Excerpted records:
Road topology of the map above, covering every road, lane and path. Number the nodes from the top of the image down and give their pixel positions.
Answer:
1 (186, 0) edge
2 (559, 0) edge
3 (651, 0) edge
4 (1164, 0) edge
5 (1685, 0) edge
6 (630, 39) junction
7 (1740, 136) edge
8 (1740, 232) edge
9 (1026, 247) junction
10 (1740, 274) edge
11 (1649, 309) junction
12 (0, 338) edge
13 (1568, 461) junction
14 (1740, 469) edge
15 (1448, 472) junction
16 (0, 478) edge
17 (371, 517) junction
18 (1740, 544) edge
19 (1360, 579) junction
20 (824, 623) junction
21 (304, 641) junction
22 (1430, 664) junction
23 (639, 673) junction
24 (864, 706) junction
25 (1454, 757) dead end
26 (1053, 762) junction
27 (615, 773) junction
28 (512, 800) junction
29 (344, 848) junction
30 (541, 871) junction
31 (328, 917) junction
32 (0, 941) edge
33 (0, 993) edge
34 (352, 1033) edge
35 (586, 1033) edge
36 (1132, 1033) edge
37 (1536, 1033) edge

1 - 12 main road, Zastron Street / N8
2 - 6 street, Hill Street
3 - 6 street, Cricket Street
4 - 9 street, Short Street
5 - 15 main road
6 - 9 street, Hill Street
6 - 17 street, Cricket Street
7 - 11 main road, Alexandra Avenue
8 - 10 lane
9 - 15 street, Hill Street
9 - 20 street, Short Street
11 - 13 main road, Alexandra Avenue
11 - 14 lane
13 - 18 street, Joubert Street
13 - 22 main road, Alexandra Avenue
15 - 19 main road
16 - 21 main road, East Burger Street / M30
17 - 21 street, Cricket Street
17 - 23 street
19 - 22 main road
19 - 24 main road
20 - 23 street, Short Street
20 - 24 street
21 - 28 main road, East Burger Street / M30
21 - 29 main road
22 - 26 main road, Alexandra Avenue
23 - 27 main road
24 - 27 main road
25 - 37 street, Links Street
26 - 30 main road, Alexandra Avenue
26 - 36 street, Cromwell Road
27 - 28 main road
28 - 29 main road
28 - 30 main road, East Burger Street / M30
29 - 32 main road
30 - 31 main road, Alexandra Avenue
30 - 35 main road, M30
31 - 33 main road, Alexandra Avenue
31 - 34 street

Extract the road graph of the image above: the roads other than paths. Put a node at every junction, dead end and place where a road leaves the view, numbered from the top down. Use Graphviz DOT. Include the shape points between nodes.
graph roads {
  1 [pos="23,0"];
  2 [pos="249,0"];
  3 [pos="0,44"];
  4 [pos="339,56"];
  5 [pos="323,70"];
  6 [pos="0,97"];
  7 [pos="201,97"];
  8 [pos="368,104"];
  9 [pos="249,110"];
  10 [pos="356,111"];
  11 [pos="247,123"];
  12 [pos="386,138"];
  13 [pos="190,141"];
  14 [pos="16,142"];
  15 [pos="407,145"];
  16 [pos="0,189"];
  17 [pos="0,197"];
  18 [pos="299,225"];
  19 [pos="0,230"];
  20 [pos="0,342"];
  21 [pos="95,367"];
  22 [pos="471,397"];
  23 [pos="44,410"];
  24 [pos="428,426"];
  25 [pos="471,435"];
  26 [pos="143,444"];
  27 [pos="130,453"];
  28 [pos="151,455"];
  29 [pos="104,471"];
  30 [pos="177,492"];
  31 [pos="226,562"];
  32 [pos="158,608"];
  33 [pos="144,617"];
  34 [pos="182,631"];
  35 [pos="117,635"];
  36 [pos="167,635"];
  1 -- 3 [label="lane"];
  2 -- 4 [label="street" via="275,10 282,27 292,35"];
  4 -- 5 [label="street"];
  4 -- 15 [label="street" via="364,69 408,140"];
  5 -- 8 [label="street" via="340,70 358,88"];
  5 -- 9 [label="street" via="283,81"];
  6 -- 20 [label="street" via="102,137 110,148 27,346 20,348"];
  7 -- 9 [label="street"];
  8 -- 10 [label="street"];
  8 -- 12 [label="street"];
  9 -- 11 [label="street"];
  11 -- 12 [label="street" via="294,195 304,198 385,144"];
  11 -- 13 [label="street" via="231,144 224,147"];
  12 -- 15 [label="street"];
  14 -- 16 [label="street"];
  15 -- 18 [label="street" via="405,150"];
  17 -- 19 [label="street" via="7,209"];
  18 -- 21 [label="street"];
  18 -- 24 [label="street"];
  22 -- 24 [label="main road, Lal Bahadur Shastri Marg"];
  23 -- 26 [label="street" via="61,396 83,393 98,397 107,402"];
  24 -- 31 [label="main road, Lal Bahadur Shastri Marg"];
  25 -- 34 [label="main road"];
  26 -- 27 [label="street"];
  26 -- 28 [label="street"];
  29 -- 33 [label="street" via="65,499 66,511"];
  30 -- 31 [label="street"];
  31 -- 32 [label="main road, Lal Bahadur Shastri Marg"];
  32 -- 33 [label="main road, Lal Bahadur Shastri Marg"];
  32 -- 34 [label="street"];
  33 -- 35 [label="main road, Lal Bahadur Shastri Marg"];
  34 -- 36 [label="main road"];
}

What the task asks: Nothing should be dropped or changed, so repeat all of the entries exactly.

Result:
Road topology of the map above, covering every road, lane and path. Number the nodes from the top of the image down and give their pixel positions.
Answer:
1 (186, 0) edge
2 (559, 0) edge
3 (651, 0) edge
4 (1164, 0) edge
5 (1685, 0) edge
6 (630, 39) junction
7 (1740, 136) edge
8 (1740, 232) edge
9 (1026, 247) junction
10 (1740, 274) edge
11 (1649, 309) junction
12 (0, 338) edge
13 (1568, 461) junction
14 (1740, 469) edge
15 (1448, 472) junction
16 (0, 478) edge
17 (371, 517) junction
18 (1740, 544) edge
19 (1360, 579) junction
20 (824, 623) junction
21 (304, 641) junction
22 (1430, 664) junction
23 (639, 673) junction
24 (864, 706) junction
25 (1454, 757) dead end
26 (1053, 762) junction
27 (615, 773) junction
28 (512, 800) junction
29 (344, 848) junction
30 (541, 871) junction
31 (328, 917) junction
32 (0, 941) edge
33 (0, 993) edge
34 (352, 1033) edge
35 (586, 1033) edge
36 (1132, 1033) edge
37 (1536, 1033) edge

1 - 12 main road, Zastron Street / N8
2 - 6 street, Hill Street
3 - 6 street, Cricket Street
4 - 9 street, Short Street
5 - 15 main road
6 - 9 street, Hill Street
6 - 17 street, Cricket Street
7 - 11 main road, Alexandra Avenue
8 - 10 lane
9 - 15 street, Hill Street
9 - 20 street, Short Street
11 - 13 main road, Alexandra Avenue
11 - 14 lane
13 - 18 street, Joubert Street
13 - 22 main road, Alexandra Avenue
15 - 19 main road
16 - 21 main road, East Burger Street / M30
17 - 21 street, Cricket Street
17 - 23 street
19 - 22 main road
19 - 24 main road
20 - 23 street, Short Street
20 - 24 street
21 - 28 main road, East Burger Street / M30
21 - 29 main road
22 - 26 main road, Alexandra Avenue
23 - 27 main road
24 - 27 main road
25 - 37 street, Links Street
26 - 30 main road, Alexandra Avenue
26 - 36 street, Cromwell Road
27 - 28 main road
28 - 29 main road
28 - 30 main road, East Burger Street / M30
29 - 32 main road
30 - 31 main road, Alexandra Avenue
30 - 35 main road, M30
31 - 33 main road, Alexandra Avenue
31 - 34 street

Extract the road graph of the image above: the roads other than paths. Put a node at every junction, dead end and place where a road leaves the view, numbered from the top down. Use Graphviz DOT. Include the shape points between nodes.
graph roads {
  1 [pos="23,0"];
  2 [pos="249,0"];
  3 [pos="0,44"];
  4 [pos="339,56"];
  5 [pos="323,70"];
  6 [pos="0,97"];
  7 [pos="201,97"];
  8 [pos="368,104"];
  9 [pos="249,110"];
  10 [pos="356,111"];
  11 [pos="247,123"];
  12 [pos="386,138"];
  13 [pos="190,141"];
  14 [pos="16,142"];
  15 [pos="407,145"];
  16 [pos="0,189"];
  17 [pos="0,197"];
  18 [pos="299,225"];
  19 [pos="0,230"];
  20 [pos="0,342"];
  21 [pos="95,367"];
  22 [pos="471,397"];
  23 [pos="44,410"];
  24 [pos="428,426"];
  25 [pos="471,435"];
  26 [pos="143,444"];
  27 [pos="130,453"];
  28 [pos="151,455"];
  29 [pos="104,471"];
  30 [pos="177,492"];
  31 [pos="226,562"];
  32 [pos="158,608"];
  33 [pos="144,617"];
  34 [pos="182,631"];
  35 [pos="117,635"];
  36 [pos="167,635"];
  1 -- 3 [label="lane"];
  2 -- 4 [label="street" via="275,10 282,27 292,35"];
  4 -- 5 [label="street"];
  4 -- 15 [label="street" via="364,69 408,140"];
  5 -- 8 [label="street" via="340,70 358,88"];
  5 -- 9 [label="street" via="283,81"];
  6 -- 20 [label="street" via="102,137 110,148 27,346 20,348"];
  7 -- 9 [label="street"];
  8 -- 10 [label="street"];
  8 -- 12 [label="street"];
  9 -- 11 [label="street"];
  11 -- 12 [label="street" via="294,195 304,198 385,144"];
  11 -- 13 [label="street" via="231,144 224,147"];
  12 -- 15 [label="street"];
  14 -- 16 [label="street"];
  15 -- 18 [label="street" via="405,150"];
  17 -- 19 [label="street" via="7,209"];
  18 -- 21 [label="street"];
  18 -- 24 [label="street"];
  22 -- 24 [label="main road, Lal Bahadur Shastri Marg"];
  23 -- 26 [label="street" via="61,396 83,393 98,397 107,402"];
  24 -- 31 [label="main road, Lal Bahadur Shastri Marg"];
  25 -- 34 [label="main road"];
  26 -- 27 [label="street"];
  26 -- 28 [label="street"];
  29 -- 33 [label="street" via="65,499 66,511"];
  30 -- 31 [label="street"];
  31 -- 32 [label="main road, Lal Bahadur Shastri Marg"];
  32 -- 33 [label="main road, Lal Bahadur Shastri Marg"];
  32 -- 34 [label="street"];
  33 -- 35 [label="main road, Lal Bahadur Shastri Marg"];
  34 -- 36 [label="main road"];
}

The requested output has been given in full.